=== Section Start ===
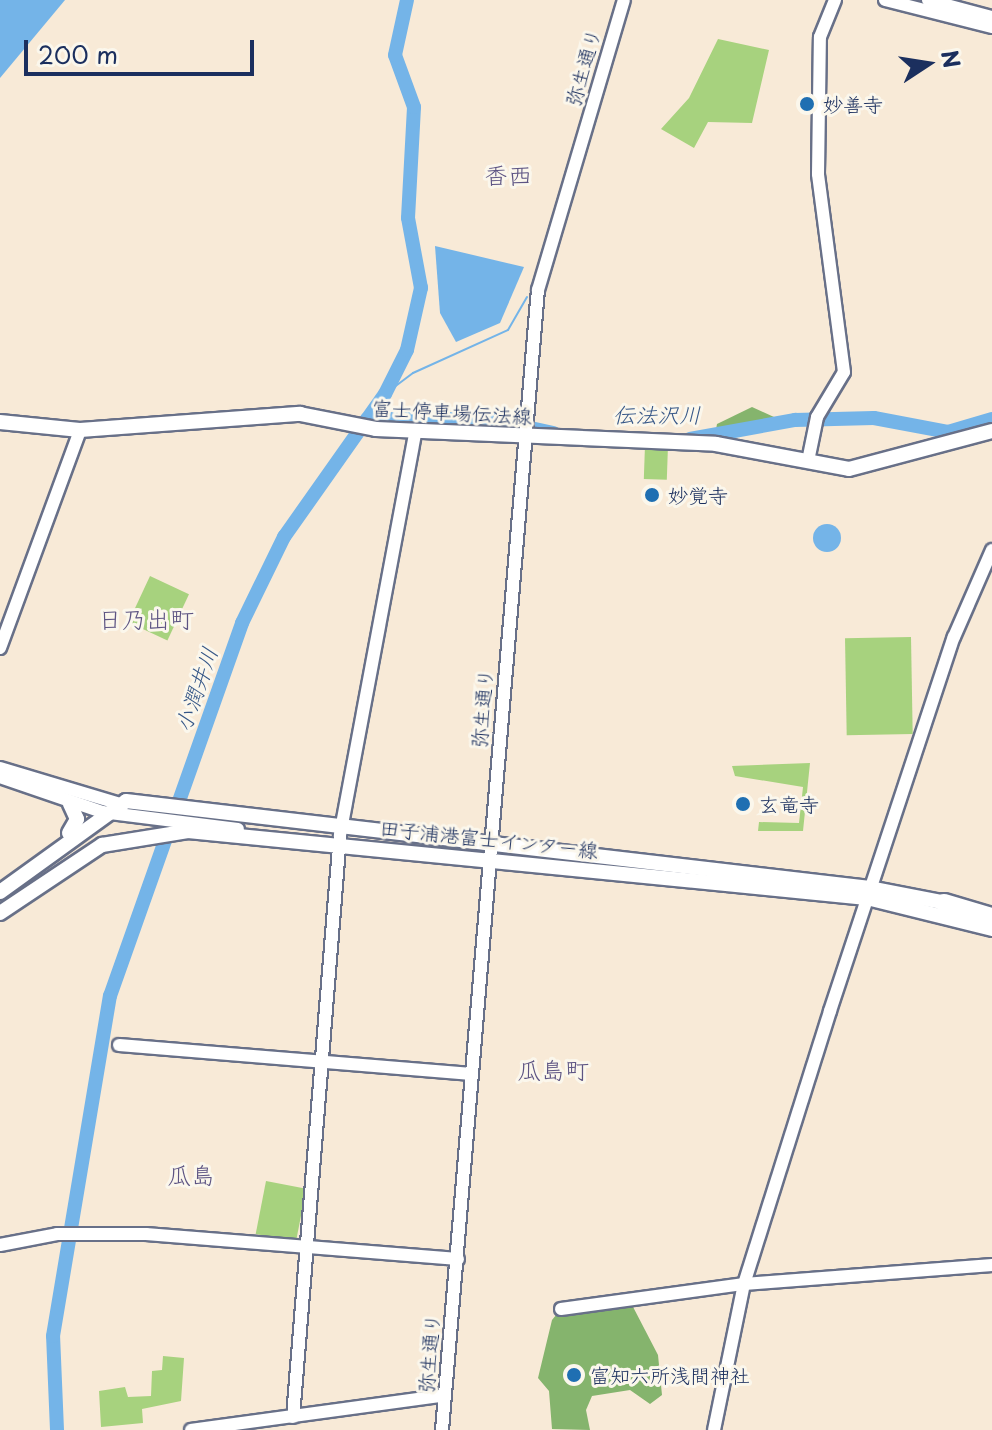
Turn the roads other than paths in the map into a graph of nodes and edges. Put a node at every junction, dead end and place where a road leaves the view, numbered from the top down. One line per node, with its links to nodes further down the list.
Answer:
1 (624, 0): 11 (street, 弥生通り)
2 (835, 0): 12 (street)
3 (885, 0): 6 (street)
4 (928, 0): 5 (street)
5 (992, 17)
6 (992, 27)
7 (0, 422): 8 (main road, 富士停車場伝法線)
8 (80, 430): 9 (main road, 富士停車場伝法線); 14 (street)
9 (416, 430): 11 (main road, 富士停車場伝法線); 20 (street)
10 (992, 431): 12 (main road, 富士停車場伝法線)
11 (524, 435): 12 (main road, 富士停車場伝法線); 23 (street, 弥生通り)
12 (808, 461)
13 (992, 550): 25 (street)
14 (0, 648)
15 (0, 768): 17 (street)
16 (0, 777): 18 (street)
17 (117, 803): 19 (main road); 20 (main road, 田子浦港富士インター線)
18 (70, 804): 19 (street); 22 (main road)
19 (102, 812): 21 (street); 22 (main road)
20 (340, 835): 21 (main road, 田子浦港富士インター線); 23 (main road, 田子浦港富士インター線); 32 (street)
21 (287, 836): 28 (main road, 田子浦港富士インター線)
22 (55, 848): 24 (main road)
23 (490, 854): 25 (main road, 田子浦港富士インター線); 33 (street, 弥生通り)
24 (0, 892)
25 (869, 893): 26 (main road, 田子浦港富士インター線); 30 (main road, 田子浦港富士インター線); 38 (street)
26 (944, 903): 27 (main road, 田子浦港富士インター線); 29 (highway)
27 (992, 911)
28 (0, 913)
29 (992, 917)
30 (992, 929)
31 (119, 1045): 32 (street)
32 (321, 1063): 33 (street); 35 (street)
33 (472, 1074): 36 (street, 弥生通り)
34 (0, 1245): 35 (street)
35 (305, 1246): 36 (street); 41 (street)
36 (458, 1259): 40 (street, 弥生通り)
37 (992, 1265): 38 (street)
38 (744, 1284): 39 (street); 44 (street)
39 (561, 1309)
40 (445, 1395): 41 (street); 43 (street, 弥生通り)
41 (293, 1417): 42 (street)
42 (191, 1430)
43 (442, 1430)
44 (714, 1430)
=== Section End ===
**Problem to solve:** If the material above contains pictures, exclude them from an otherwise exact transcription.

**Exercise response:**
Turn the roads other than paths in the map into a graph of nodes and edges. Put a node at every junction, dead end and place where a road leaves the view, numbered from the top down. One line per node, with its links to nodes further down the list.
Answer:
1 (624, 0): 11 (street, 弥生通り)
2 (835, 0): 12 (street)
3 (885, 0): 6 (street)
4 (928, 0): 5 (street)
5 (992, 17)
6 (992, 27)
7 (0, 422): 8 (main road, 富士停車場伝法線)
8 (80, 430): 9 (main road, 富士停車場伝法線); 14 (street)
9 (416, 430): 11 (main road, 富士停車場伝法線); 20 (street)
10 (992, 431): 12 (main road, 富士停車場伝法線)
11 (524, 435): 12 (main road, 富士停車場伝法線); 23 (street, 弥生通り)
12 (808, 461)
13 (992, 550): 25 (street)
14 (0, 648)
15 (0, 768): 17 (street)
16 (0, 777): 18 (street)
17 (117, 803): 19 (main road); 20 (main road, 田子浦港富士インター線)
18 (70, 804): 19 (street); 22 (main road)
19 (102, 812): 21 (street); 22 (main road)
20 (340, 835): 21 (main road, 田子浦港富士インター線); 23 (main road, 田子浦港富士インター線); 32 (street)
21 (287, 836): 28 (main road, 田子浦港富士インター線)
22 (55, 848): 24 (main road)
23 (490, 854): 25 (main road, 田子浦港富士インター線); 33 (street, 弥生通り)
24 (0, 892)
25 (869, 893): 26 (main road, 田子浦港富士インター線); 30 (main road, 田子浦港富士インター線); 38 (street)
26 (944, 903): 27 (main road, 田子浦港富士インター線); 29 (highway)
27 (992, 911)
28 (0, 913)
29 (992, 917)
30 (992, 929)
31 (119, 1045): 32 (street)
32 (321, 1063): 33 (street); 35 (street)
33 (472, 1074): 36 (street, 弥生通り)
34 (0, 1245): 35 (street)
35 (305, 1246): 36 (street); 41 (street)
36 (458, 1259): 40 (street, 弥生通り)
37 (992, 1265): 38 (street)
38 (744, 1284): 39 (street); 44 (street)
39 (561, 1309)
40 (445, 1395): 41 (street); 43 (street, 弥生通り)
41 (293, 1417): 42 (street)
42 (191, 1430)
43 (442, 1430)
44 (714, 1430)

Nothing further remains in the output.